~/blog/RegimeSense
Published on

RegimeSense - Building an Adaptive Market Regime Detection System

2339 words12 min read
Authors

RegimeSense: Building an Adaptive Market Regime Detection System

Most trading strategies are built with a single market environment in mind. Momentum strategies thrive when markets trend. Mean reversion strategies work when prices oscillate. Defensive strategies shine during crises. The problem is that markets don't stay in one state — they cycle through dramatically different conditions, and a strategy optimized for one regime will often fail badly in another.

RegimeSense is my attempt to solve this problem the way professional systematic funds do: by explicitly detecting which market regime is active and continuously adapting strategy allocations in response. This post walks through the core ideas, the architecture, and the key decisions that shaped the system.

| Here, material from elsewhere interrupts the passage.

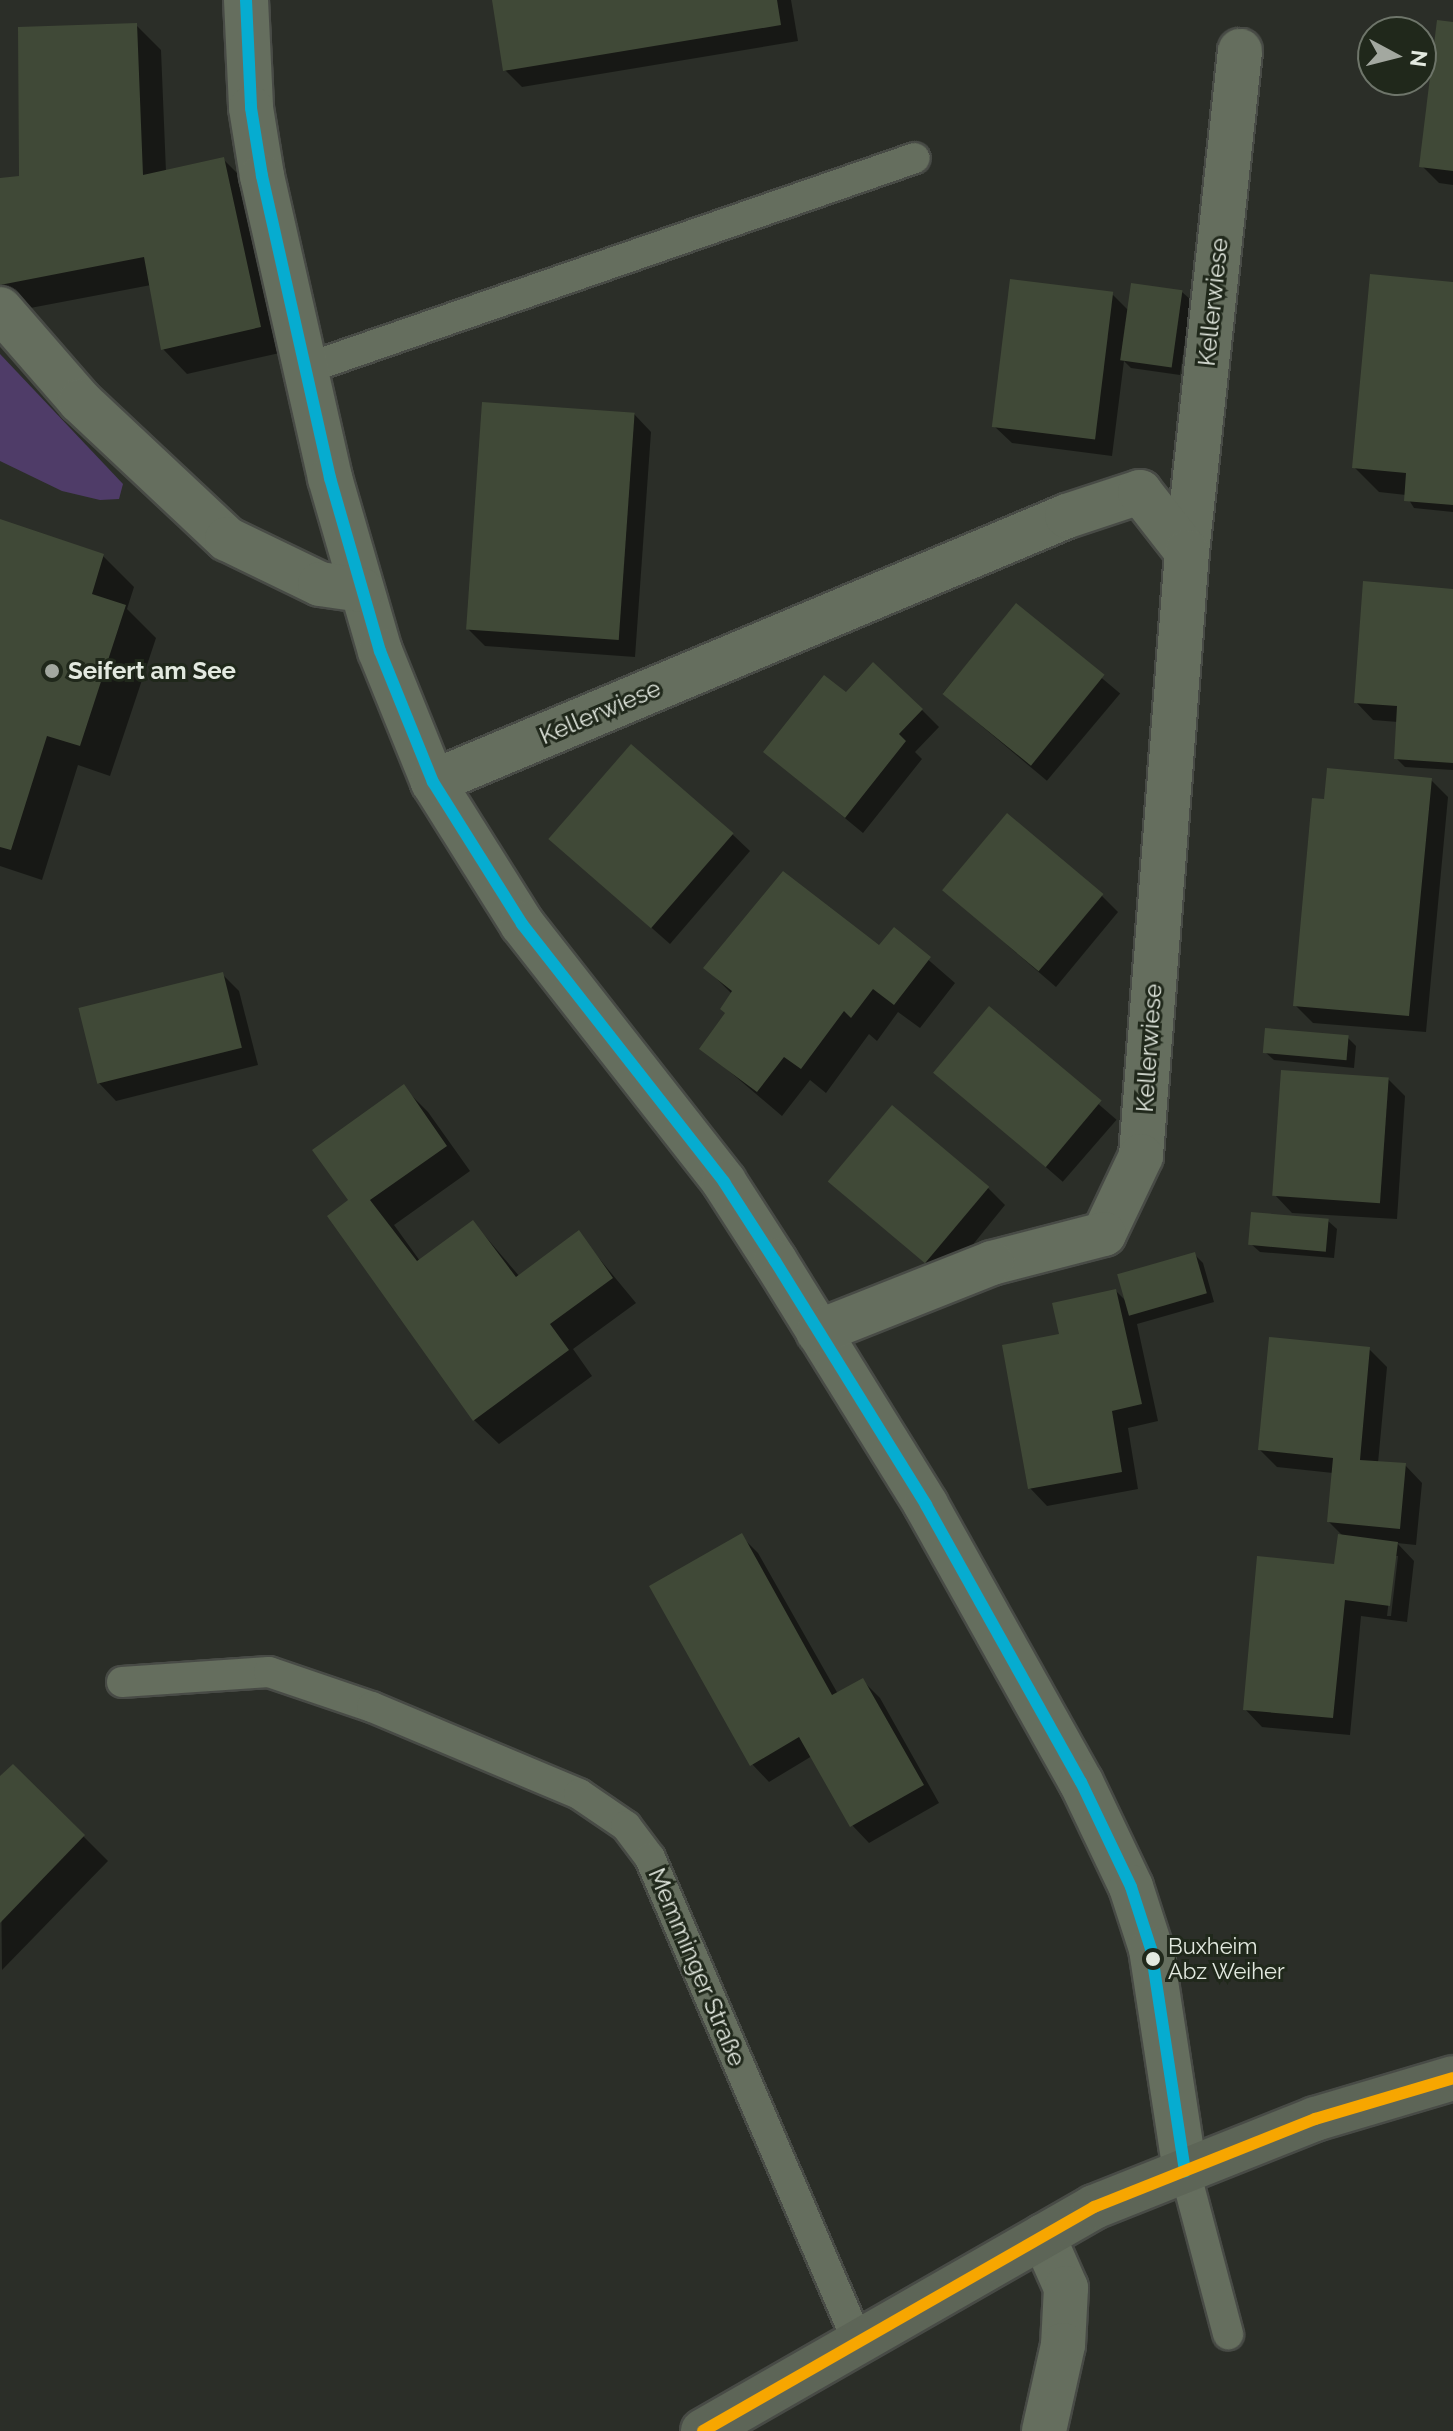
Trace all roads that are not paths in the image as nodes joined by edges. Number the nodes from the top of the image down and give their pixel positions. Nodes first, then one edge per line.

The Core Idea: Markets Have Memory

Before getting into code, it's worth understanding why regime detection is a meaningful problem at all.

Consider two periods in S&P 500 history: 2017 and 2022. In 2017, realized volatility averaged around 7% annualized, daily returns had mild positive autocorrelation, and the rolling Sharpe ratio stayed above 2.0 for most of the year. In 2022, realized volatility spiked above 25%, returns had negative autocorrelation (sharp moves followed by reversals), and the rolling Sharpe was deeply negative. These are not just different market environments — they are structurally different regimes that reward entirely different strategies.

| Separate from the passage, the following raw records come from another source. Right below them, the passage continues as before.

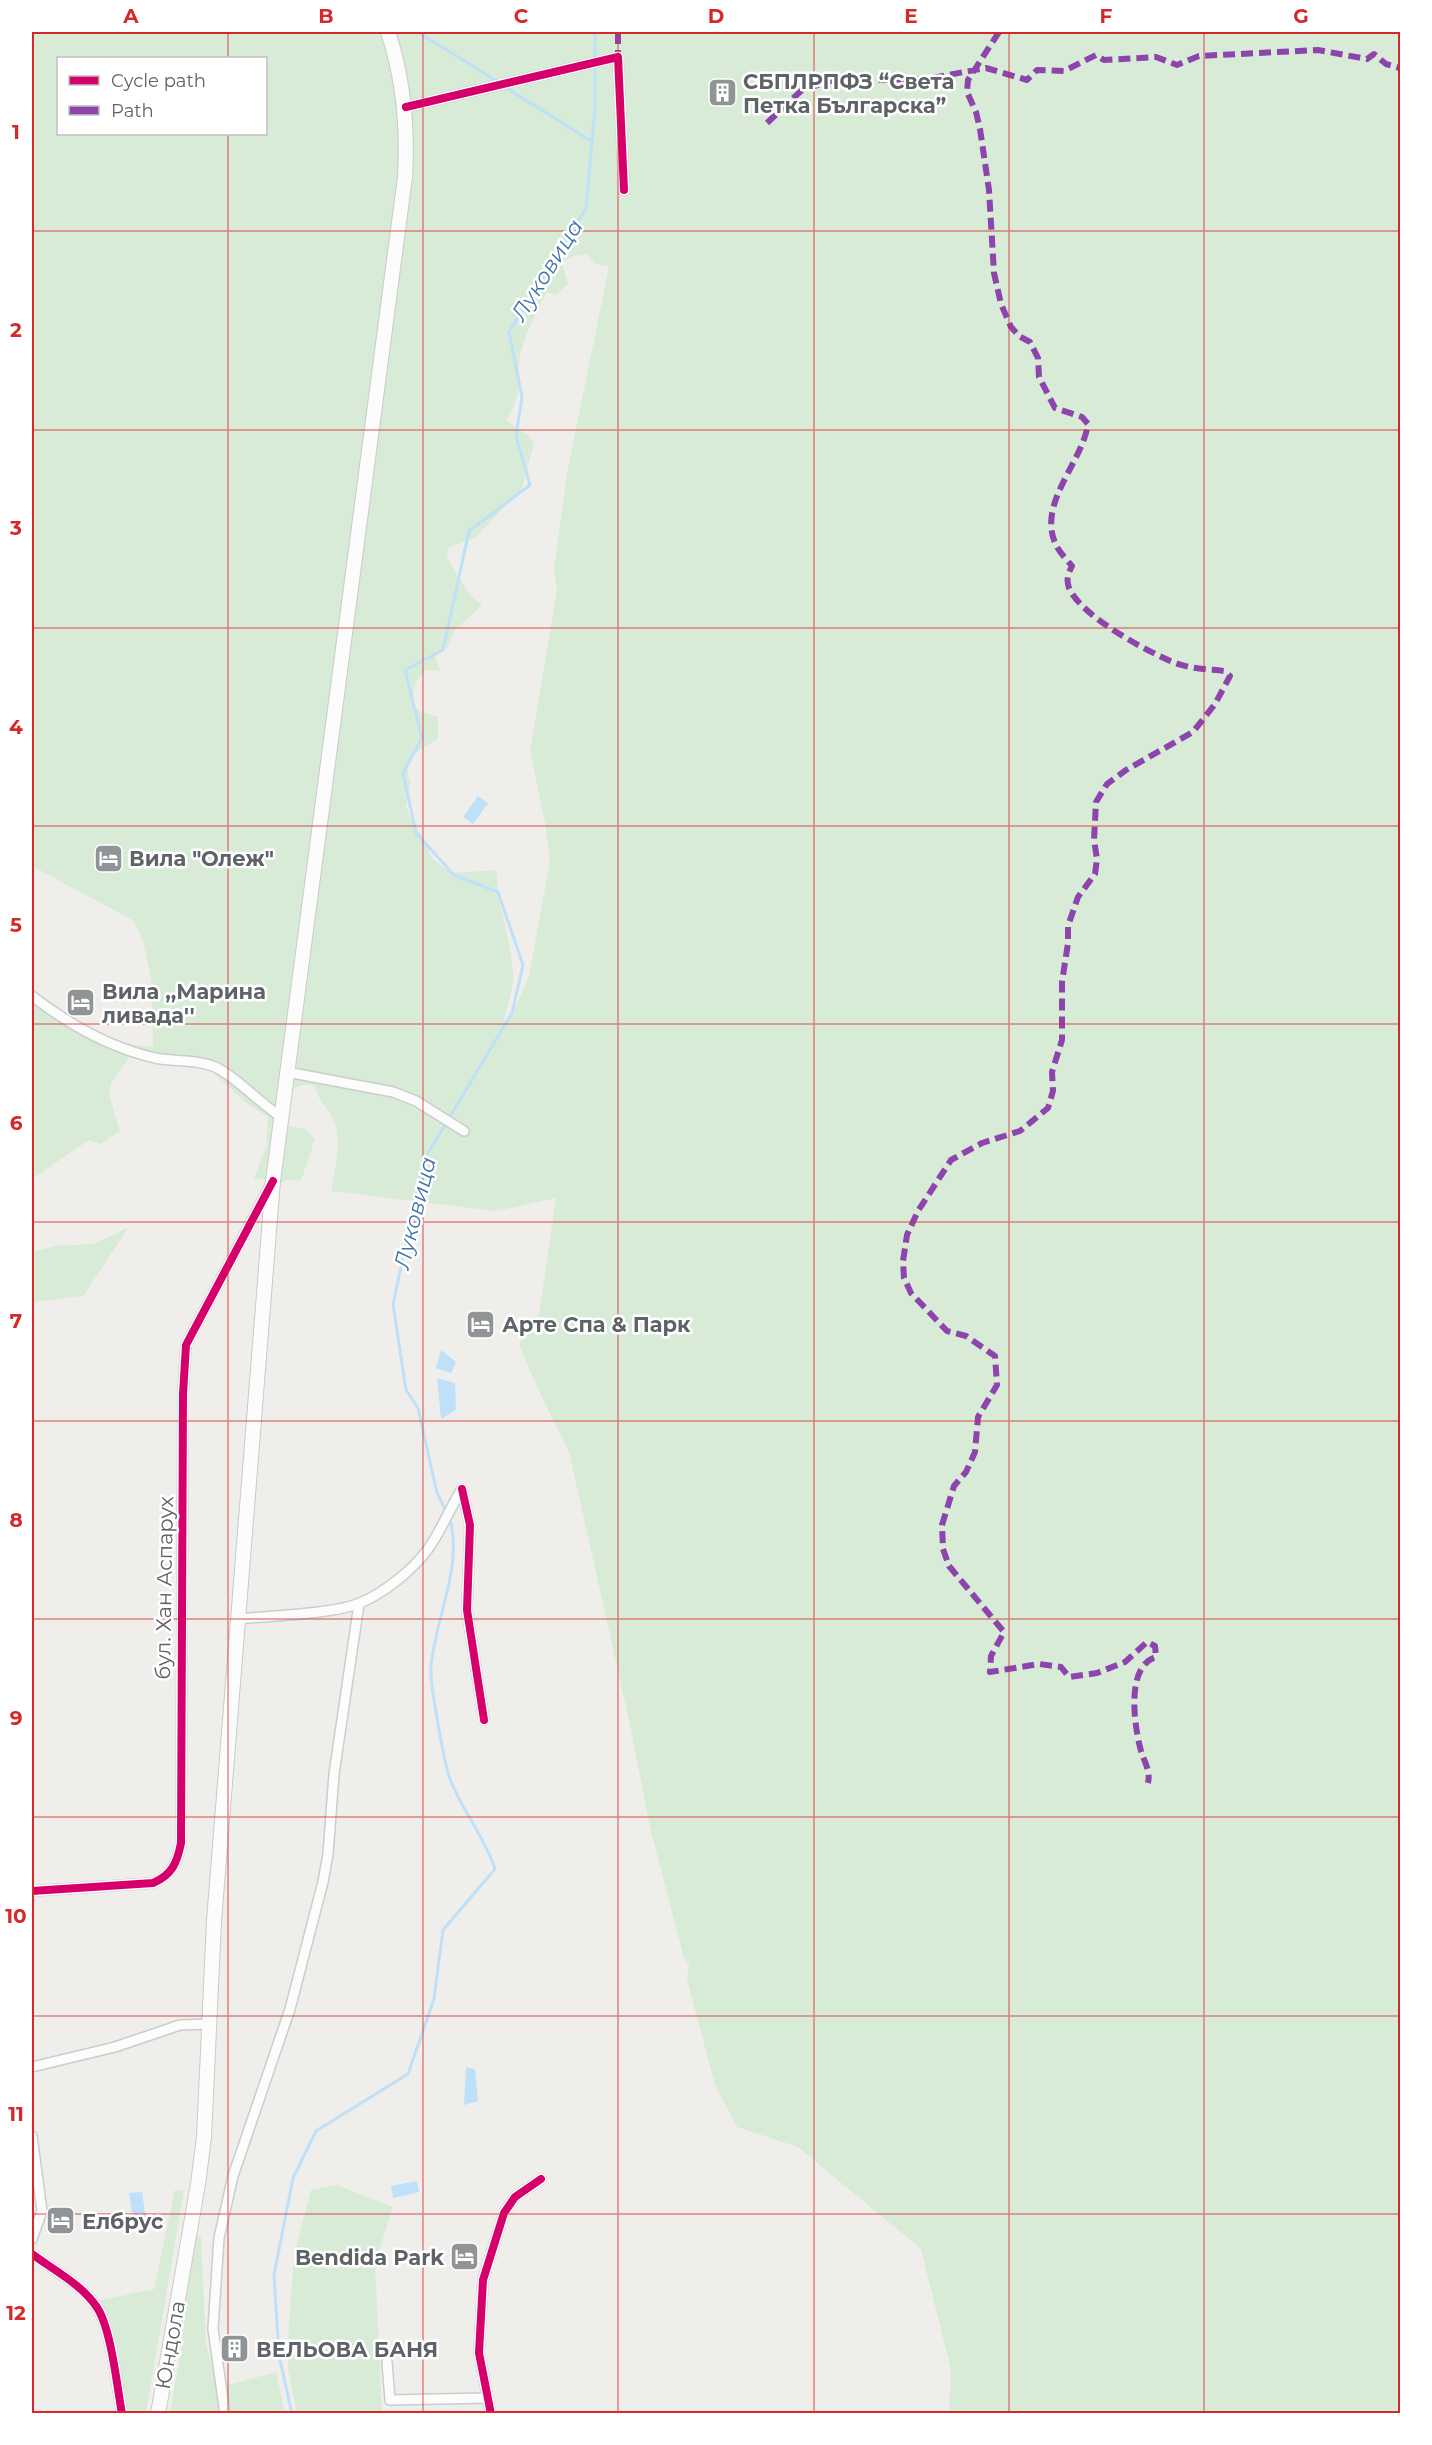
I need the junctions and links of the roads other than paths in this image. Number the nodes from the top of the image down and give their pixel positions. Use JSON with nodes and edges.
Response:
{"nodes":[{"id":1,"x":388,"y":32,"type":"edge"},
{"id":2,"x":406,"y":107,"type":"junction"},
{"id":3,"x":624,"y":190,"type":"dead end"},
{"id":4,"x":32,"y":996,"type":"edge"},
{"id":5,"x":287,"y":1072,"type":"junction"},
{"id":6,"x":281,"y":1117,"type":"junction"},
{"id":7,"x":459,"y":1128,"type":"dead end"},
{"id":8,"x":273,"y":1181,"type":"junction"},
{"id":9,"x":358,"y":1604,"type":"junction"},
{"id":10,"x":237,"y":1619,"type":"junction"},
{"id":11,"x":484,"y":1720,"type":"dead end"},
{"id":12,"x":32,"y":1892,"type":"edge"},
{"id":13,"x":209,"y":2024,"type":"junction"},
{"id":14,"x":32,"y":2067,"type":"edge"},
{"id":15,"x":32,"y":2136,"type":"edge"},
{"id":16,"x":542,"y":2179,"type":"dead end"},
{"id":17,"x":32,"y":2239,"type":"edge"},
{"id":18,"x":32,"y":2254,"type":"edge"},
{"id":19,"x":387,"y":2362,"type":"dead end"},
{"id":20,"x":487,"y":2398,"type":"junction"},
{"id":21,"x":122,"y":2414,"type":"edge"},
{"id":22,"x":158,"y":2414,"type":"edge"},
{"id":23,"x":225,"y":2414,"type":"edge"},
{"id":24,"x":490,"y":2414,"type":"edge"}],
"edges":[{"from":1,"to":2,"type":"main road","name":"Юндола"},
{"from":2,"to":3,"type":"street"},
{"from":2,"to":5,"type":"main road","name":"Юндола"},
{"from":4,"to":6,"type":"street"},
{"from":5,"to":6,"type":"main road","name":"Юндола"},
{"from":5,"to":7,"type":"street"},
{"from":6,"to":8,"type":"main road","name":"Юндола"},
{"from":8,"to":10,"type":"main road","name":"Юндола"},
{"from":8,"to":12,"type":"street","name":"бул. Хан Аспарух"},
{"from":9,"to":10,"type":"street"},
{"from":9,"to":11,"type":"street"},
{"from":9,"to":23,"type":"street"},
{"from":10,"to":13,"type":"main road","name":"Юндола"},
{"from":13,"to":14,"type":"street"},
{"from":13,"to":22,"type":"main road","name":"Юндола"},
{"from":15,"to":17,"type":"street"},
{"from":16,"to":20,"type":"street"},
{"from":18,"to":21,"type":"street"},
{"from":19,"to":20,"type":"street"},
{"from":20,"to":24,"type":"street"}]}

The key insight is that regimes are persistent. Markets don't randomly jump between states every day. A bull market tends to stay a bull market. A crisis tends to stay a crisis, at least for weeks. This temporal stickiness is exactly what makes regime detection tractable — and it's why a Hidden Markov Model is the right tool for the job.


Why Hidden Markov Models?

A Hidden Markov Model is built for exactly this problem. The regime is "hidden" — you can't directly observe whether the market is in a bull or crisis state. What you can observe are measurable features: volatility, autocorrelation, Sharpe ratio, skewness, volume patterns. The HMM works backwards from what it can see to infer what it can't.

More importantly, the HMM explicitly models transition probabilities — the likelihood of moving from one regime to another. A well-fitted HMM on market data will learn that the bull state has a ~97% self-transition probability, meaning once you're in a bull market you tend to stay there for an average of ~33 trading days before switching. This is fundamentally different from clustering approaches like k-means, which classify each day independently with no memory of what came before.

The other critical output is the posterior probability distribution — for every day, the HMM gives you not just "today is regime 2" but "today is 75% bull, 20% choppy, 5% crisis." This uncertainty quantification is what enables soft allocation: rather than hard-switching strategies when a regime changes, you blend them proportionally to the HMM's confidence.


Feature Engineering: What to Feed the Model

The HMM needs features that collectively fingerprint each regime. I settled on five, each capturing a distinct dimension of market behavior:

Realized Volatility — rolling 20-day annualized standard deviation of log returns. The primary separator between calm and stressed regimes. Low volatility characterizes bull and choppy markets; high volatility characterizes trending and crisis conditions.

Return Autocorrelation — lag-5 autocorrelation over a 40-day rolling window. Positive autocorrelation means returns tend to continue (momentum, trending). Negative autocorrelation means returns tend to reverse (mean-reverting, choppy). This is the key feature that separates trending from mean-reverting regimes at similar volatility levels.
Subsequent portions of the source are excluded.